Vale ainda afirmar que a quantidade de resgate de vítimas que se aventuram nas áreas de mangue deverá aumentar consideravelmente.

Diante do avanço de diversas modalidades de ilícitos e da necessidade de atividades de busca e salvamento em manguezais nestas três capitais surge a necessidade de equipes táticas educadas e treinadas em técnicas e táticas avançadas para ações e operações policiais e militares em manguezais.

Desta forma, educação e treinamento associado com o uso correto de materiais, acessórios e equipamentos é o passo principal para que as Secretarias de Segurança Públicas Municipais de cada cidade comecem a criar ações que facilitem e estimulem o acesso, controle e a manutenção da Segurança Pública nas áreas de mangue que permeiam as regiões das três capitais aqui destacadas.

Assim sendo, de forma inédita e única em todo o mundo, mais uma vez o Brasil destaca a Educação em Segurança Pública criando o primeiro “Curso de Técnicas Policiais Especiais em Manguezais”.

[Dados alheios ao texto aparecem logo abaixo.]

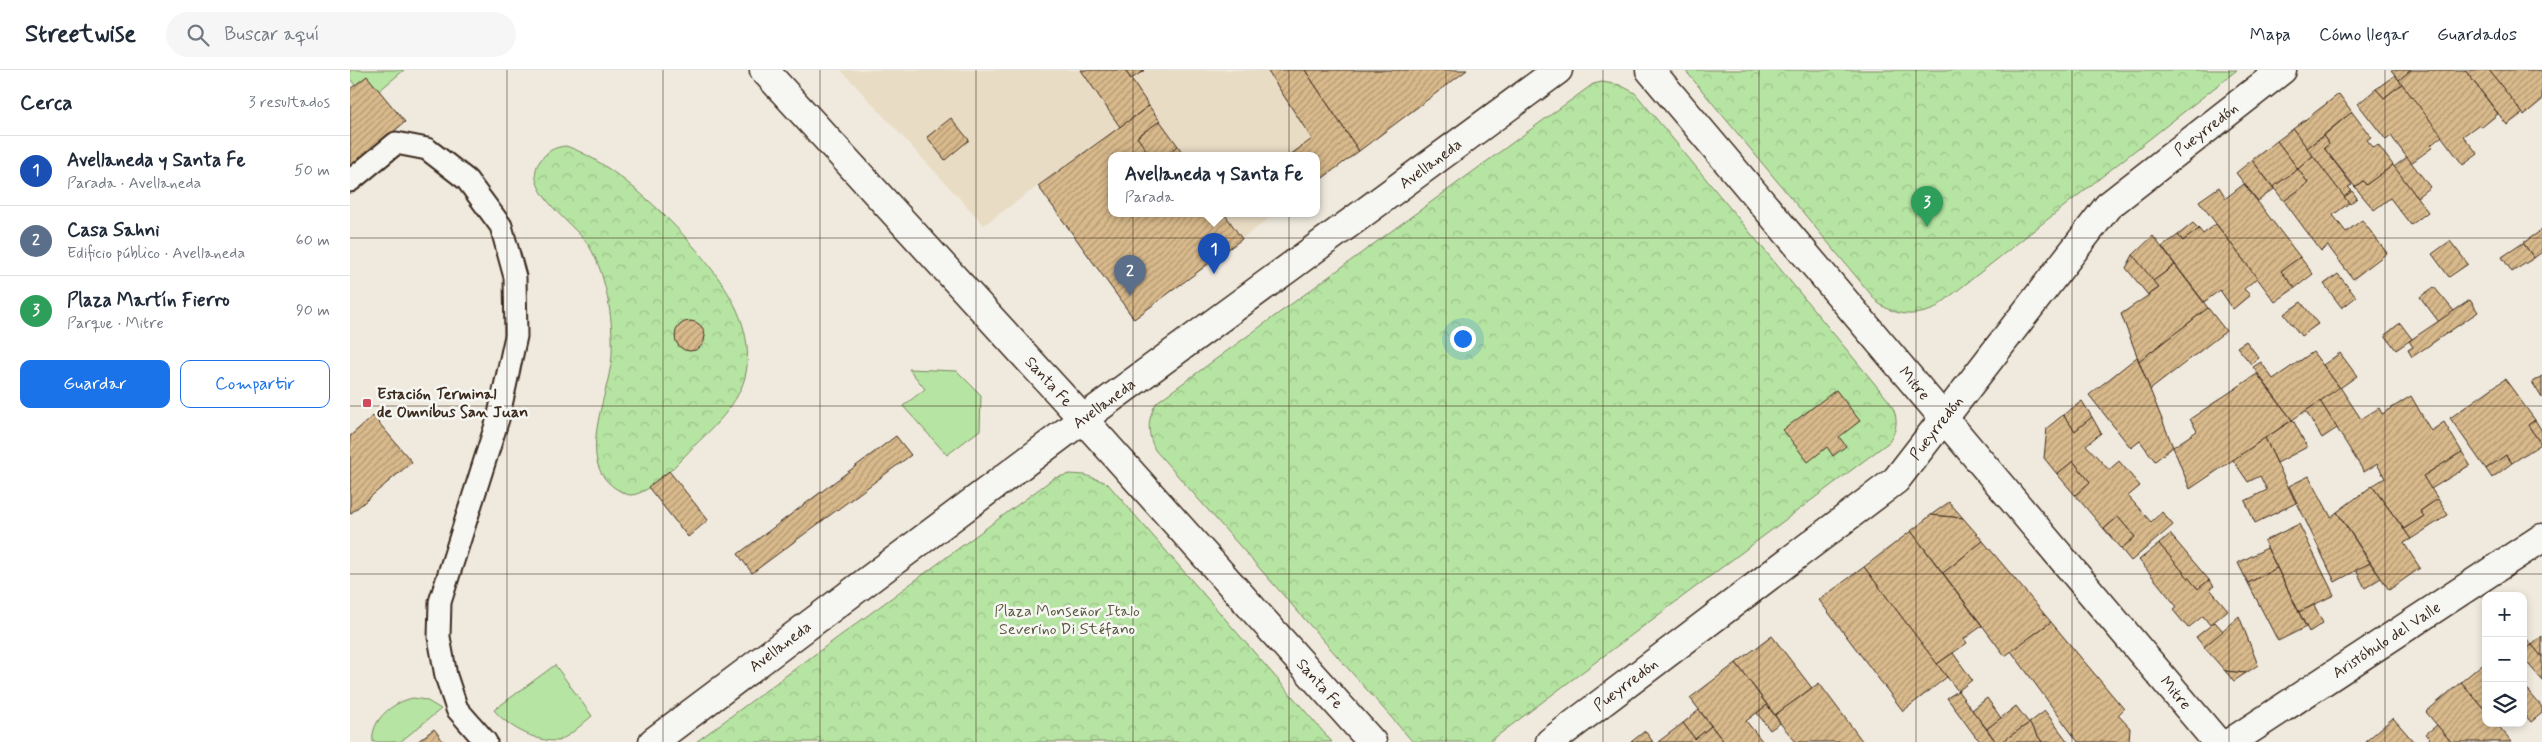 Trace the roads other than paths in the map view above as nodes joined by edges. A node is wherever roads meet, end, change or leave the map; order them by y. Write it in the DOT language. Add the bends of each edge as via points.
graph roads {
  1 [pos="764,70"];
  2 [pos="1558,70"];
  3 [pos="1650,70"];
  4 [pos="2282,70"];
  5 [pos="350,181"];
  6 [pos="1083,419"];
  7 [pos="1944,419"];
  8 [pos="2542,538"];
  9 [pos="486,742"];
  10 [pos="653,742"];
  11 [pos="1372,742"];
  12 [pos="1550,742"];
  13 [pos="2217,742"];
  14 [pos="2231,742"];
  1 -- 6 [label="street, Santa Fe"];
  2 -- 6 [label="street, Avellaneda"];
  3 -- 7 [label="street, Mitre"];
  4 -- 7 [label="street, Pueyrredón" via="2108,206"];
  5 -- 9 [label="lane" via="396,142 427,150 467,180 501,226 516,277 516,336 498,419 440,602 439,636 446,676 457,709"];
  6 -- 10 [label="street, Avellaneda"];
  6 -- 11 [label="street, Santa Fe"];
  7 -- 12 [label="street, Pueyrredón" via="1896,480"];
  7 -- 13 [label="street, Mitre"];
  8 -- 14 [label="street, Aristóbulo del Valle"];
}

O curso é uma proposta para combater o resultado negativo do estudo aqui publicado e demonstra o quanto estamos, seja por parte da pessoa física ou pela pessoa jurídica, empenhados para ajudar a Segurança Pública Nacional nos desafios atuais e que ainda estão por vir.

EMENTA:

A ementa do curso busca uma formação rápida e completa que torna apto o profissional a realizar ações e operações no ambiente de manguezal caracterizado em um ecossistema costeiro, de transição entre o ambiente terrestre e marinho, firmando-se como uma zona úmida.

Módulo 1
Definição de Manguezal


Registros Antigos; Definição; Cultura Popular.

Módulo 2
Características Principais


Principais Regiões de Mangue; Solo de Manguezal; Valorização e Problemas; Ocupações Urbanas Irregulares; Ocorrências Policiais; As Três Ilhas Capitais.

Módulo 3
Marés


Definição; Tábua das Marés, As Forças de Marés, Principais Características no Brasil.

Módulo 4
Técnicas Policiais Especiais em Manguezais – TPEM


Embarque e Desembarque; Descolamento; Movimentação Tática; Camuflagem de Mangal; Técnicas de Rastreamento; Atividades Noturnas; Extração de Suspeitos; Resgate de Reféns; Plataforma de Deslocamento; Acessórios e Equipamentos.

Módulo 5
TACTICAL MEDIC


Domínio das Articulações; Trabalho Operacional do Sistema de Resgate; Primeira Resposta em Local de Acidentes; Mobilização de Pacientes sem Equipamento; Imobilização e Transporte de Paciente com Equipamentos; Traumas Específicos e Imobilizações de Fraturas; Contenção de Sangramentos e os Tipos; Suporte Básico de Vida.

Módulo 6
Geomática


Definição; Ferramentas; Gestão das Informações Locais; Erros e Distorções Locais; Aplicabilidade e Documento Final; Posicionamento Tático em Campo.

PÚBLICO-ALVO: 

Operadores de Segurança Pública.

DURAÇÃO DO CURSO: 

O curso tem duração de quatro dias totalizando uma carga horária de 40 horas de educação e treinamento.